Il est donc clair que si la prévision d’exécution de 2019 voit une baisse de la charge de la dette et de la trésorerie de l’Etat de près de 3 milliards comme la Presse s’en fait l’écho, cela devrait résulter d’un nouvel « alignement des planètes » : Le PLF 2019 a été construit avec une prévision d’inflation de 1,4%, la banque de France anticipe[2] cependant un IPCH (indice des prix à la consommation) à 1,3% donc en repli de 0,1 point. Par ailleurs la normalisation des conditions de financement de l’Etat n’a pas eu lieu, la France se finançant toujours à des conditions exceptionnelles avec des taux en territoire négatifs à court terme comme maintenant de plus en plus à moyen/long terme. Compte tenu de tous ces éléments, le coût du service de la dette n’augmenterait pas de 0,9 milliard d’euros entre 2018 et 2019, mais baisserait au contraire pour atteindre un taux historiquement bas à 39,1 milliards d’euros, alors que l’augmentation de l’encours de la dette est attendu à +84 milliards d’euros.
Un phénomène analogue se reproduirait en s’amplifiant en 2020 avec, non plus un gain de 3 milliards d’euros, mais un gain de 5 milliards d’euros. L’inflation baisserait à nouveau d’après la Banque de France, de 0,2 point pour atteindre +1,1% au lieu des +1,3% attendus par l’institut en 2019. Impactant favorablement les titres indexés. Les taux d’intérêts resteraient négatifs compte tenu de la récente annonce du 12 septembre du président de la Banque centrale Mario Draghi de continuer à baisser ses taux directeurs[3]. Christine Lagarde qui va lui succéder devrait à moyen terme, poursuivre la même politique[4]. La charge de la dette « budgétaire » de l’Etat pourrait baisser à un niveau historique de 34,1 milliards d’euros.

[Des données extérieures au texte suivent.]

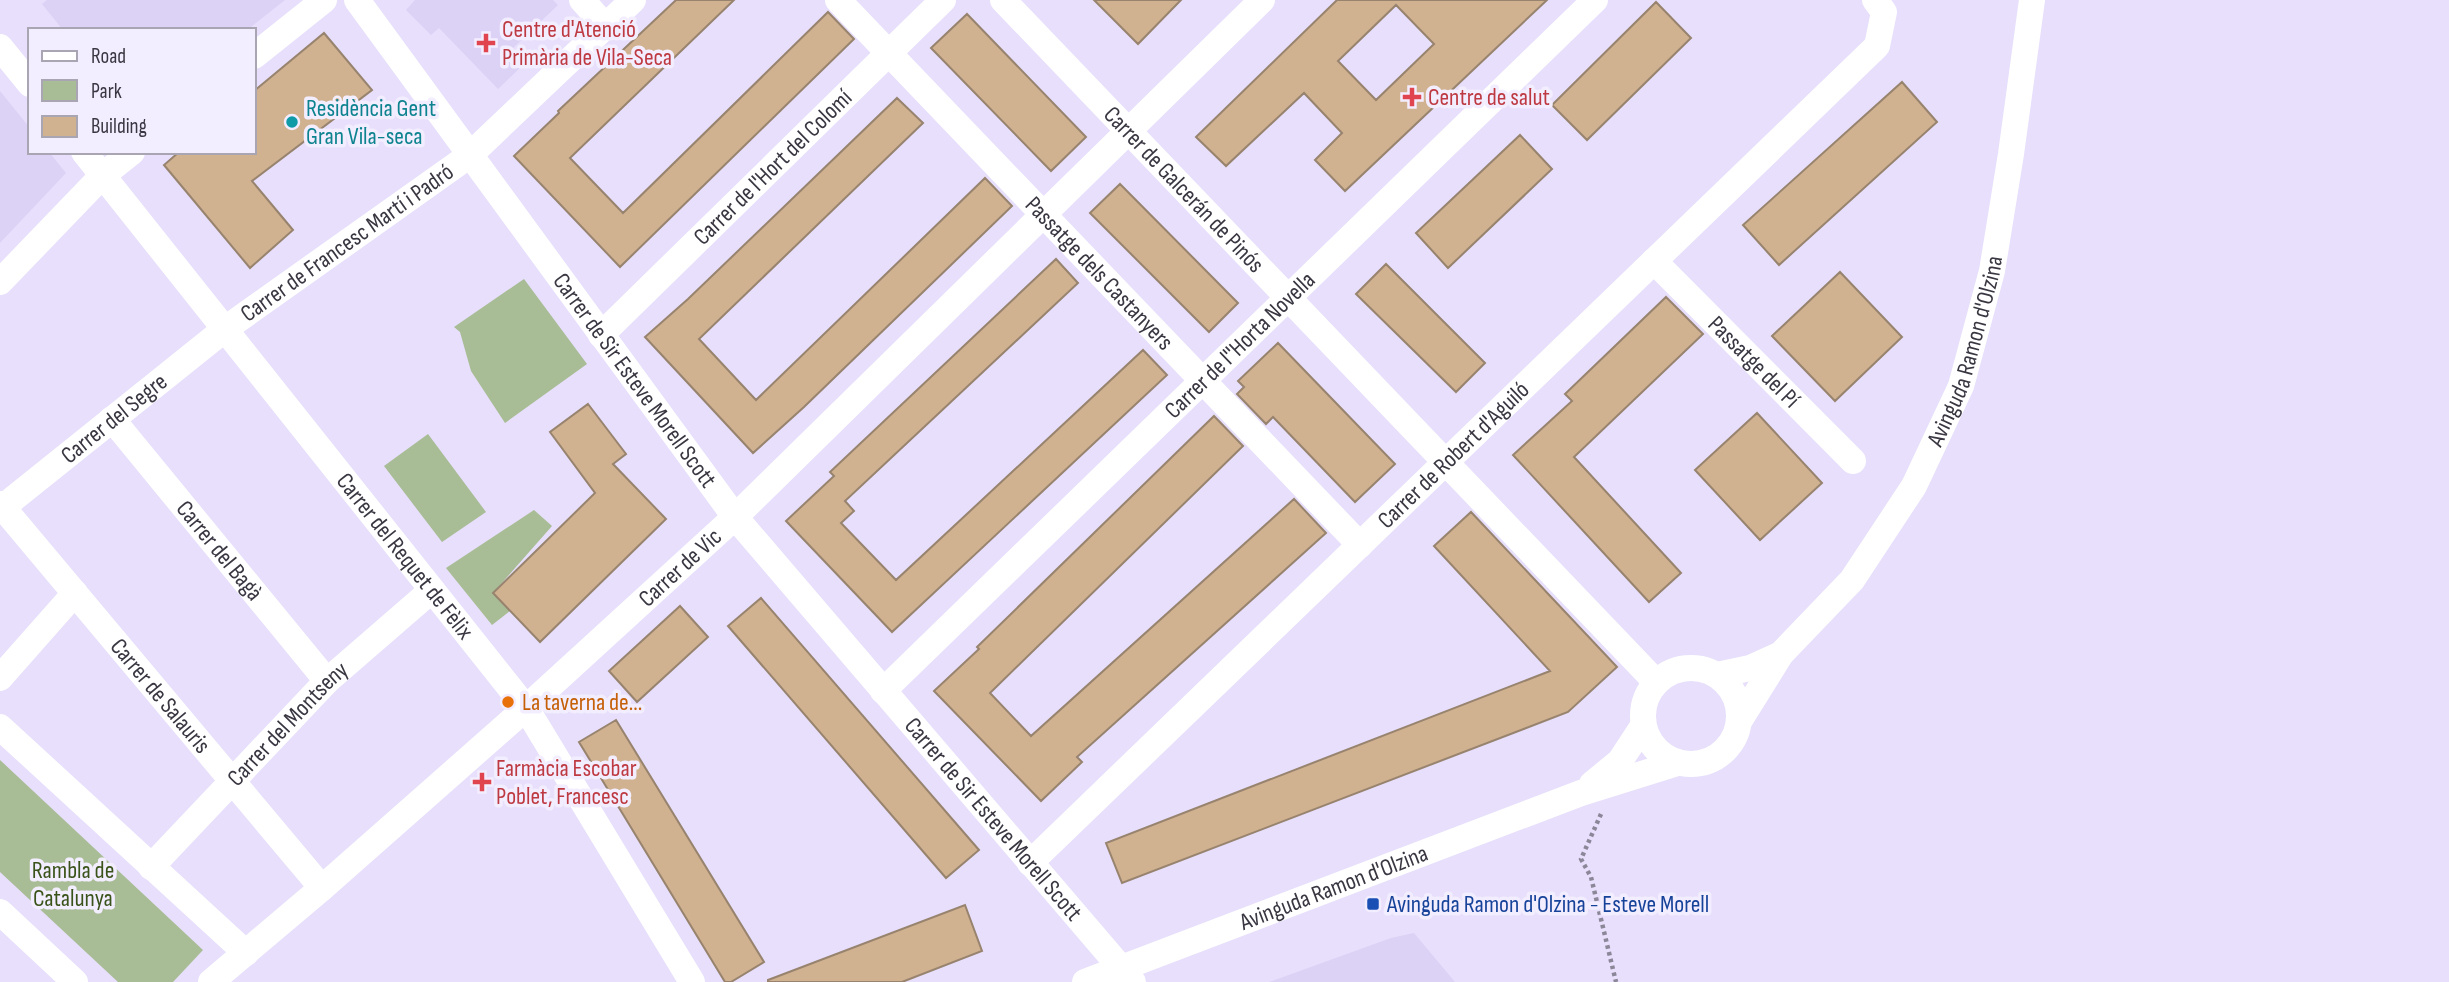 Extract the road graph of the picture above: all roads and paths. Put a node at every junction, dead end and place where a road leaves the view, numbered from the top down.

En comptabilité nationale « maastrichienne »
Il existe des différences importantes entre la charge de la dette « budgétaire » de l’Etat et sa traduction en comptabilité nationale. En particulier jouent dans la « clé de passage », des décalages d’exercices impactant la charge de la dette (la comptabilité budgétaire est une comptabilité de caisse et la comptabilité nationale une comptabilité d’engagement). Mais surtout joue à plein depuis bientôt dix ans, l’impact cumulé des effets « primes et décotes ».
Les « primes (positives pour les comptes de l’Etat) et décotes (symétrique négatif) » sont encaissées ou payées lorsque le taux du coupon de l’obligation (ou taux facial) est différent du taux d’adjudication. L’Etat encaisse des primes, notamment lorsqu’il émet au profit des investisseurs institutionnels des titres dits « sur souche ancienne » ou assimilées, qui délivrent un rendement supérieur aux taux actuels du marché. La valeur intertemporelle de l’obligation devant être conservée, les émetteurs versent alors la différence au Trésor.
Sur le plan strictement budgétaire, les primes sont régulièrement sous estimées. Ainsi la LFI 2018 anticipait un niveau de prime de 3 milliards d’euros, liée au relèvement progressif des taux d’intérêts en lien avec la normalisation attendue de la politique monétaire. Il n’en a rien été puisque ces primes se sont en définitive établies à près de 13 milliards d’euros[5].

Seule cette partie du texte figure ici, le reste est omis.